▶ Problem to solve: I would like every entry below written out exactly.

▶ Data supplied:
⟨
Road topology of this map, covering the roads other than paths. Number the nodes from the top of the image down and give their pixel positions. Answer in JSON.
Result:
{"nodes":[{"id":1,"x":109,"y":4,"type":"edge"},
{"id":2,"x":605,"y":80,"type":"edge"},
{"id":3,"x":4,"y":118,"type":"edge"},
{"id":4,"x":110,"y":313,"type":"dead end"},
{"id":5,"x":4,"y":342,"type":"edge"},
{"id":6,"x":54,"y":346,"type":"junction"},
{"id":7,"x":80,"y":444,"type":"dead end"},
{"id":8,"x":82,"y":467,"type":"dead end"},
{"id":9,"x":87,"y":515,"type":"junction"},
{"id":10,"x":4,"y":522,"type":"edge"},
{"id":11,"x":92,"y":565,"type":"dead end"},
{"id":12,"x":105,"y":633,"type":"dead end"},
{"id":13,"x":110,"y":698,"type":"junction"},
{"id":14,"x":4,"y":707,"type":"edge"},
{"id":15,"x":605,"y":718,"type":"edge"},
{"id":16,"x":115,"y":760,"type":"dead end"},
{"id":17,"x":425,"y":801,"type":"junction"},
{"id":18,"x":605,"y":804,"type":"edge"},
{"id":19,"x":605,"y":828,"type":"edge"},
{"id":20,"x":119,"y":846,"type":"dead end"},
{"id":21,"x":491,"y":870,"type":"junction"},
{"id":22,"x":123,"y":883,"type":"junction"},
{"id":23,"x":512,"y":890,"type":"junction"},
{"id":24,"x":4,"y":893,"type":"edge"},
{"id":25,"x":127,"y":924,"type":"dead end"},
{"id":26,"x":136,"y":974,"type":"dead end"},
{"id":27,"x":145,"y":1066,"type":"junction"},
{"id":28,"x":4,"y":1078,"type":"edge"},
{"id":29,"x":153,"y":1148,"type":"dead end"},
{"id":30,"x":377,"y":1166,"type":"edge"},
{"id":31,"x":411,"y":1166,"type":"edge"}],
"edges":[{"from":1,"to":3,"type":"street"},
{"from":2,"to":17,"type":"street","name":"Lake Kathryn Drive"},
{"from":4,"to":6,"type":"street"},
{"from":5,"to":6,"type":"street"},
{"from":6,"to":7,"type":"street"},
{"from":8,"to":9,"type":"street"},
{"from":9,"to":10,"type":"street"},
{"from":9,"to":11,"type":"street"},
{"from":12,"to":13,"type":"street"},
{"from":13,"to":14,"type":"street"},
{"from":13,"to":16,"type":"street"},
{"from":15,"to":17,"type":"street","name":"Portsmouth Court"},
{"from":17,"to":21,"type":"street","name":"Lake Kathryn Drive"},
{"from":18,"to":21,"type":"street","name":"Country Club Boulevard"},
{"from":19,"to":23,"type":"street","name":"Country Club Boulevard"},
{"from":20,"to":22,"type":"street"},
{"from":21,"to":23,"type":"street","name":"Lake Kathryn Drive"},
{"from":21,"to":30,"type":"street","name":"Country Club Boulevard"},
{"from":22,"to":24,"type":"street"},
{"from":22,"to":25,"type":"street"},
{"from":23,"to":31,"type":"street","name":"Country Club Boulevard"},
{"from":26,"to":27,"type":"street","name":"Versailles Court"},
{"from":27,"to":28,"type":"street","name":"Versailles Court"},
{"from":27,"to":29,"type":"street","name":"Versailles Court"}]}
⟩
▶ Written response:
Road topology of this map, covering the roads other than paths. Number the nodes from the top of the image down and give their pixel positions. Answer in JSON.
Result:
{"nodes":[{"id":1,"x":109,"y":4,"type":"edge"},
{"id":2,"x":605,"y":80,"type":"edge"},
{"id":3,"x":4,"y":118,"type":"edge"},
{"id":4,"x":110,"y":313,"type":"dead end"},
{"id":5,"x":4,"y":342,"type":"edge"},
{"id":6,"x":54,"y":346,"type":"junction"},
{"id":7,"x":80,"y":444,"type":"dead end"},
{"id":8,"x":82,"y":467,"type":"dead end"},
{"id":9,"x":87,"y":515,"type":"junction"},
{"id":10,"x":4,"y":522,"type":"edge"},
{"id":11,"x":92,"y":565,"type":"dead end"},
{"id":12,"x":105,"y":633,"type":"dead end"},
{"id":13,"x":110,"y":698,"type":"junction"},
{"id":14,"x":4,"y":707,"type":"edge"},
{"id":15,"x":605,"y":718,"type":"edge"},
{"id":16,"x":115,"y":760,"type":"dead end"},
{"id":17,"x":425,"y":801,"type":"junction"},
{"id":18,"x":605,"y":804,"type":"edge"},
{"id":19,"x":605,"y":828,"type":"edge"},
{"id":20,"x":119,"y":846,"type":"dead end"},
{"id":21,"x":491,"y":870,"type":"junction"},
{"id":22,"x":123,"y":883,"type":"junction"},
{"id":23,"x":512,"y":890,"type":"junction"},
{"id":24,"x":4,"y":893,"type":"edge"},
{"id":25,"x":127,"y":924,"type":"dead end"},
{"id":26,"x":136,"y":974,"type":"dead end"},
{"id":27,"x":145,"y":1066,"type":"junction"},
{"id":28,"x":4,"y":1078,"type":"edge"},
{"id":29,"x":153,"y":1148,"type":"dead end"},
{"id":30,"x":377,"y":1166,"type":"edge"},
{"id":31,"x":411,"y":1166,"type":"edge"}],
"edges":[{"from":1,"to":3,"type":"street"},
{"from":2,"to":17,"type":"street","name":"Lake Kathryn Drive"},
{"from":4,"to":6,"type":"street"},
{"from":5,"to":6,"type":"street"},
{"from":6,"to":7,"type":"street"},
{"from":8,"to":9,"type":"street"},
{"from":9,"to":10,"type":"street"},
{"from":9,"to":11,"type":"street"},
{"from":12,"to":13,"type":"street"},
{"from":13,"to":14,"type":"street"},
{"from":13,"to":16,"type":"street"},
{"from":15,"to":17,"type":"street","name":"Portsmouth Court"},
{"from":17,"to":21,"type":"street","name":"Lake Kathryn Drive"},
{"from":18,"to":21,"type":"street","name":"Country Club Boulevard"},
{"from":19,"to":23,"type":"street","name":"Country Club Boulevard"},
{"from":20,"to":22,"type":"street"},
{"from":21,"to":23,"type":"street","name":"Lake Kathryn Drive"},
{"from":21,"to":30,"type":"street","name":"Country Club Boulevard"},
{"from":22,"to":24,"type":"street"},
{"from":22,"to":25,"type":"street"},
{"from":23,"to":31,"type":"street","name":"Country Club Boulevard"},
{"from":26,"to":27,"type":"street","name":"Versailles Court"},
{"from":27,"to":28,"type":"street","name":"Versailles Court"},
{"from":27,"to":29,"type":"street","name":"Versailles Court"}]}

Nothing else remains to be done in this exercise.